Opposite page: Marcus Wyatt making sure his race start is a fast one

The coaching at Team Bath, where Marcus trains, taps into every aspect of preparation, physical and psychological, says Marcus: “I work with a strength and conditioning coach and we also have ice coaches who are more involved in the actual sliding. Then there are physios and psychologists, as well as technology aids and the research and innovation that goes on – it’s a big coaching team with multiple facilities and they all play their part.”

All this goes a long way to overcoming the lack of a nearby ice track: “We try and use the disadvantage of not having our own track as an advantage. We’ve shown in the past how we’re really good at going to a brand new track and learning it quickly. The Germans will do a couple of hundred runs down their own track every year, whereas we’re really good at turning up to a track and working it out in 10 runs. That’s something we really pride ourselves on and it’s been key to our success.”

The team’s success is also about collaboration: “We sit down as a group when we join the programme – even though it’s an individual sport, our philosophy is that we work as a team, so I’m benefitting from my runs, but also from Matt’s runs and Laura’s runs [Matt Weston and Laura Deas]. If you’re happy to have open, honest discussions as a group then you can learn so much more quickly. Ultimately, it’s you versus the clock not against other athletes, but we’re happy to share ideas because it’s how you then go and use them when you’re sliding.”

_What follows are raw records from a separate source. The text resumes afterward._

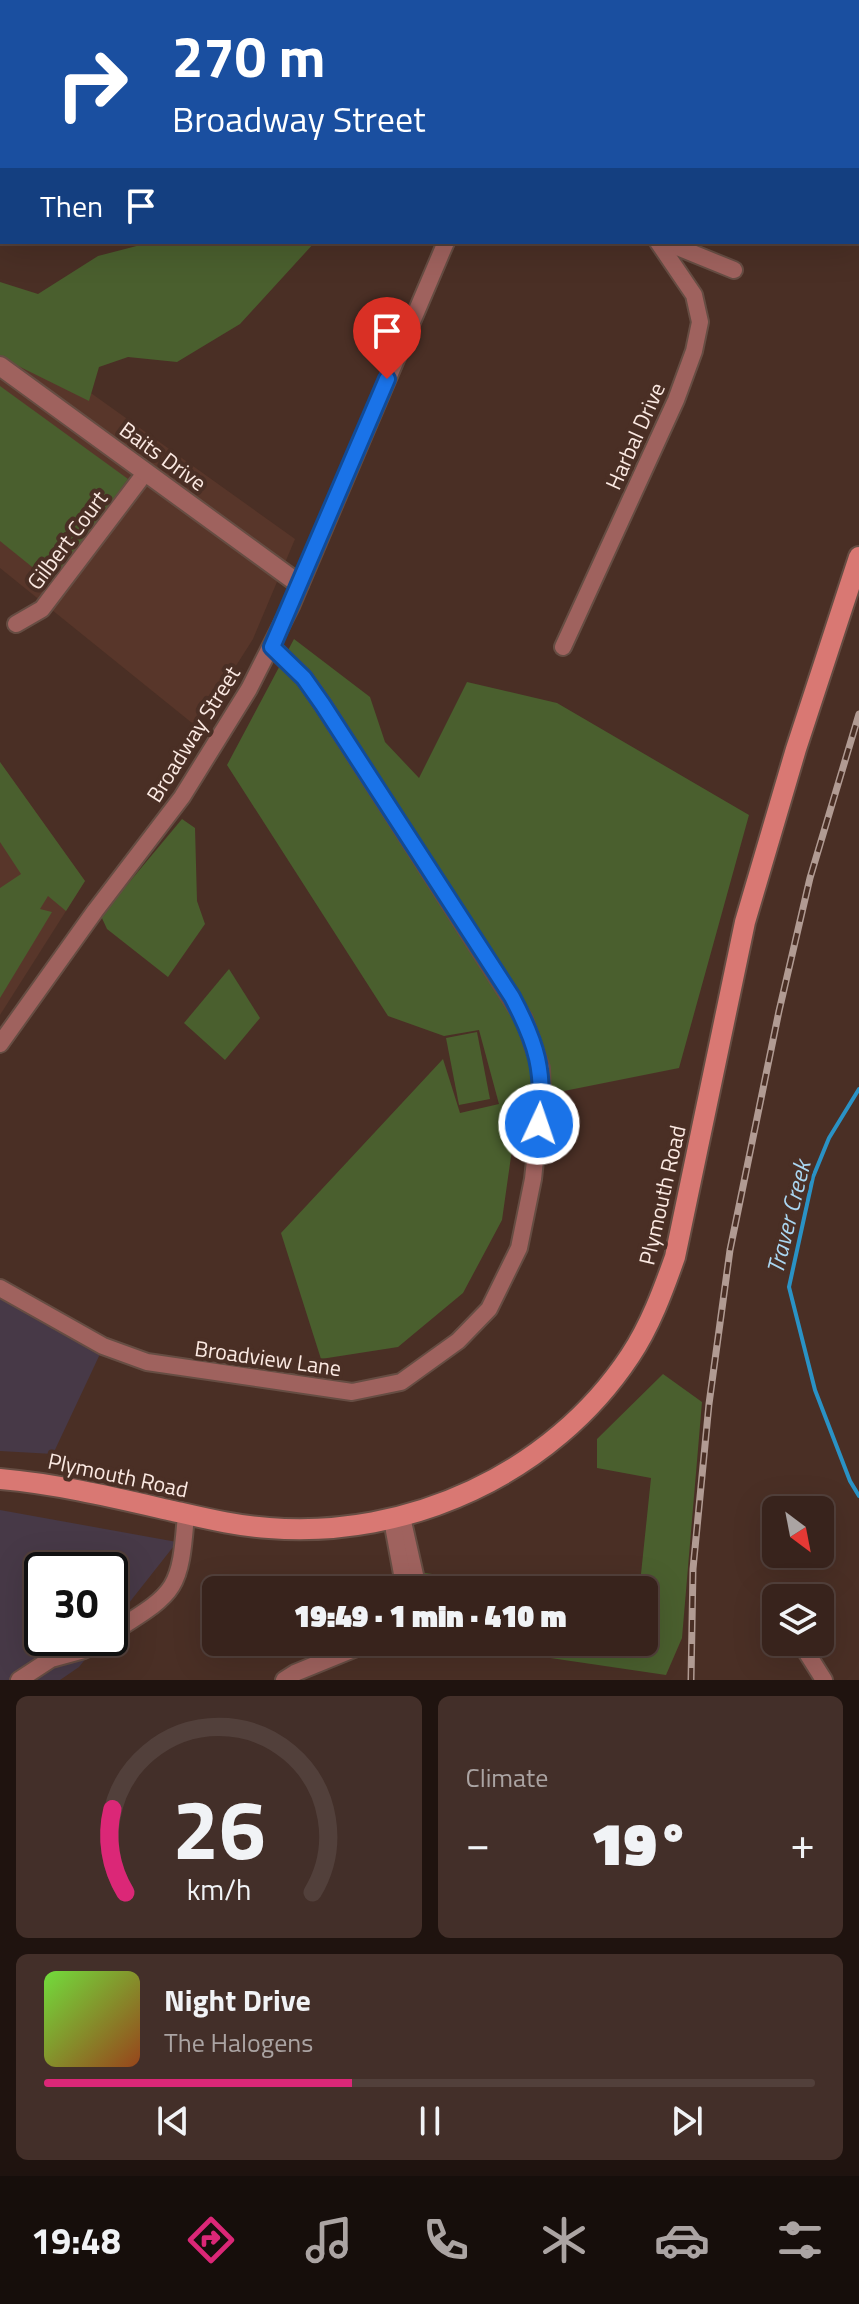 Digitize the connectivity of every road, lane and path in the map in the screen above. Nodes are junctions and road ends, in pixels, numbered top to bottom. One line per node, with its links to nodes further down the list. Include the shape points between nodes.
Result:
1 (445, 244): 8 (street, Broadway Street)
2 (659, 244): 11 (street, Harbal Drive, via 694,295 700,322 694,351)
3 (670, 244): 4 (street)
4 (734, 270)
5 (0, 366): 6 (street, Baits Drive)
6 (145, 473): 8 (street, Baits Drive); 9 (street, Gilbert Court, via 42,609)
7 (859, 557): 16 (main road, Plymouth Road, via 752,893 683,1228 657,1305 616,1375 548,1444 468,1493)
8 (299, 584): 10 (street, Broadway Street)
9 (16, 624)
10 (272, 647): 12 (street, Broadway Street, via 182,797); 13 (street, Broadview Lane, via 323,705 524,1019 541,1068 542,1096 519,1248 489,1309 458,1341 401,1382 352,1392 147,1362 103,1346)
11 (563, 647)
12 (0, 1044)
13 (0, 1288)
14 (0, 1479): 15 (main road, Plymouth Road, via 44,1483)
15 (186, 1514): 16 (main road, Plymouth Road, via 269,1529); 18 (street, via 183,1562 169,1593)
16 (397, 1519): 17 (street)
17 (414, 1576)
18 (128, 1623)
19 (62, 1656): 23 (street)
20 (340, 1656): 22 (street)
21 (809, 1656): 24 (street)
22 (292, 1678)
23 (19, 1680)
24 (824, 1680)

And what about medal hopes? “This year the field has been absolutely wide open,” says Marcus. “There are a couple of Olympic champions there, Yun Sung-Bin of Korea, who won in PyeongChang, and Russian Aleksandr Tretyakov, who won in Sochi, two Latvian Brothers, Martins and Tomass Dukurs, one of whom has won silver at the last three Games, and there are multiple World Cup race winners – honestly this year many races might see up to 15 potential skeleton athletes on the podium. I’d like to put myself and Matt in the mix as well. This could all come down to a couple of 100ths of a second over four and a half minutes of racing.”
There are of course no medal guarantees, but the preparation has been immaculate. Good luck TeamGB!